PROBLEM DESCRIPTION:
Repeat each record exactly as written, and drop any images.

START DATASET RECORDS

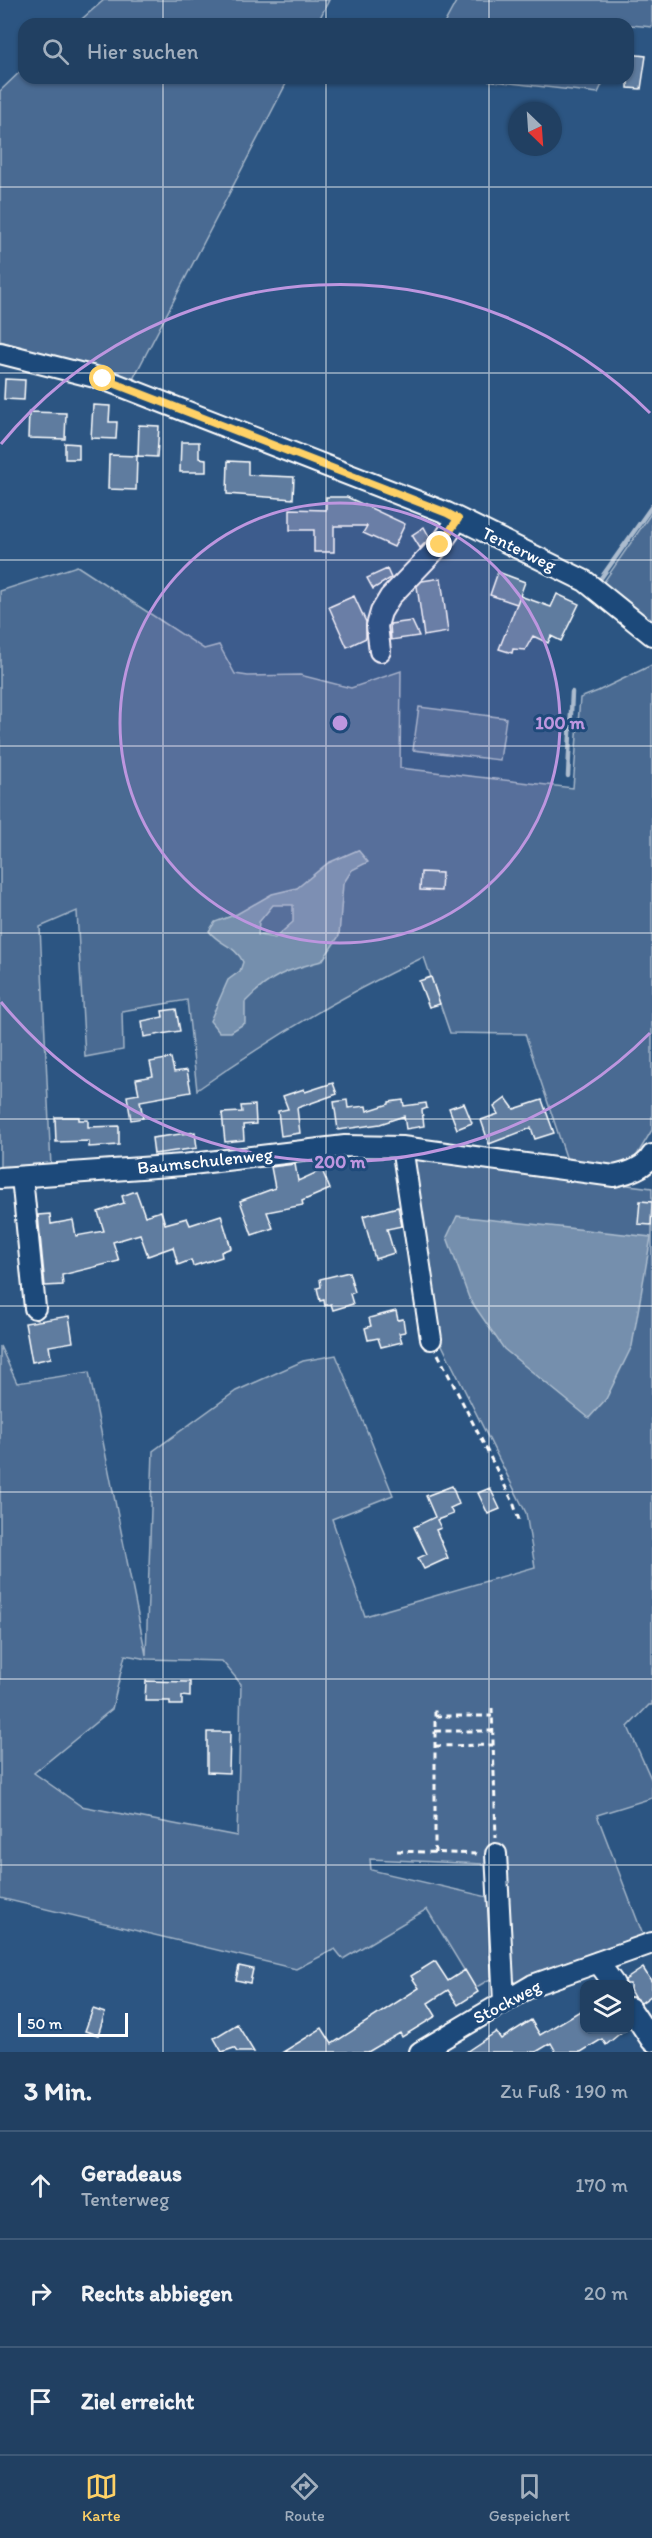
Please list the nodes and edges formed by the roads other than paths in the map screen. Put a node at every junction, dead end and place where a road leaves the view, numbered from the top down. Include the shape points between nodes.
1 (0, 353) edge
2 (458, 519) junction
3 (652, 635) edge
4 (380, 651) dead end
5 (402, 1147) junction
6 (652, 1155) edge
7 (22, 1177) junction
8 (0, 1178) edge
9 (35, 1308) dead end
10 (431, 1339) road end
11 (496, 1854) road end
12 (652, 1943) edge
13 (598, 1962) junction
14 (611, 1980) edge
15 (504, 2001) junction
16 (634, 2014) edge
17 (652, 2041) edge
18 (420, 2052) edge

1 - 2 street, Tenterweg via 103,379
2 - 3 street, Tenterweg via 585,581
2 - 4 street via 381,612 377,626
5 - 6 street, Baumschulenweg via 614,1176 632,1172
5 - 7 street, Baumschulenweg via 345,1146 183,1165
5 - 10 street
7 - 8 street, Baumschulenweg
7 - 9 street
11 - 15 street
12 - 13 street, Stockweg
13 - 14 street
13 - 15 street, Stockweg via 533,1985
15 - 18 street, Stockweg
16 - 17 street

END DATASET RECORDS

SOLUTION BELOW:
Please list the nodes and edges formed by the roads other than paths in the map screen. Put a node at every junction, dead end and place where a road leaves the view, numbered from the top down. Include the shape points between nodes.
1 (0, 353) edge
2 (458, 519) junction
3 (652, 635) edge
4 (380, 651) dead end
5 (402, 1147) junction
6 (652, 1155) edge
7 (22, 1177) junction
8 (0, 1178) edge
9 (35, 1308) dead end
10 (431, 1339) road end
11 (496, 1854) road end
12 (652, 1943) edge
13 (598, 1962) junction
14 (611, 1980) edge
15 (504, 2001) junction
16 (634, 2014) edge
17 (652, 2041) edge
18 (420, 2052) edge

1 - 2 street, Tenterweg via 103,379
2 - 3 street, Tenterweg via 585,581
2 - 4 street via 381,612 377,626
5 - 6 street, Baumschulenweg via 614,1176 632,1172
5 - 7 street, Baumschulenweg via 345,1146 183,1165
5 - 10 street
7 - 8 street, Baumschulenweg
7 - 9 street
11 - 15 street
12 - 13 street, Stockweg
13 - 14 street
13 - 15 street, Stockweg via 533,1985
15 - 18 street, Stockweg
16 - 17 street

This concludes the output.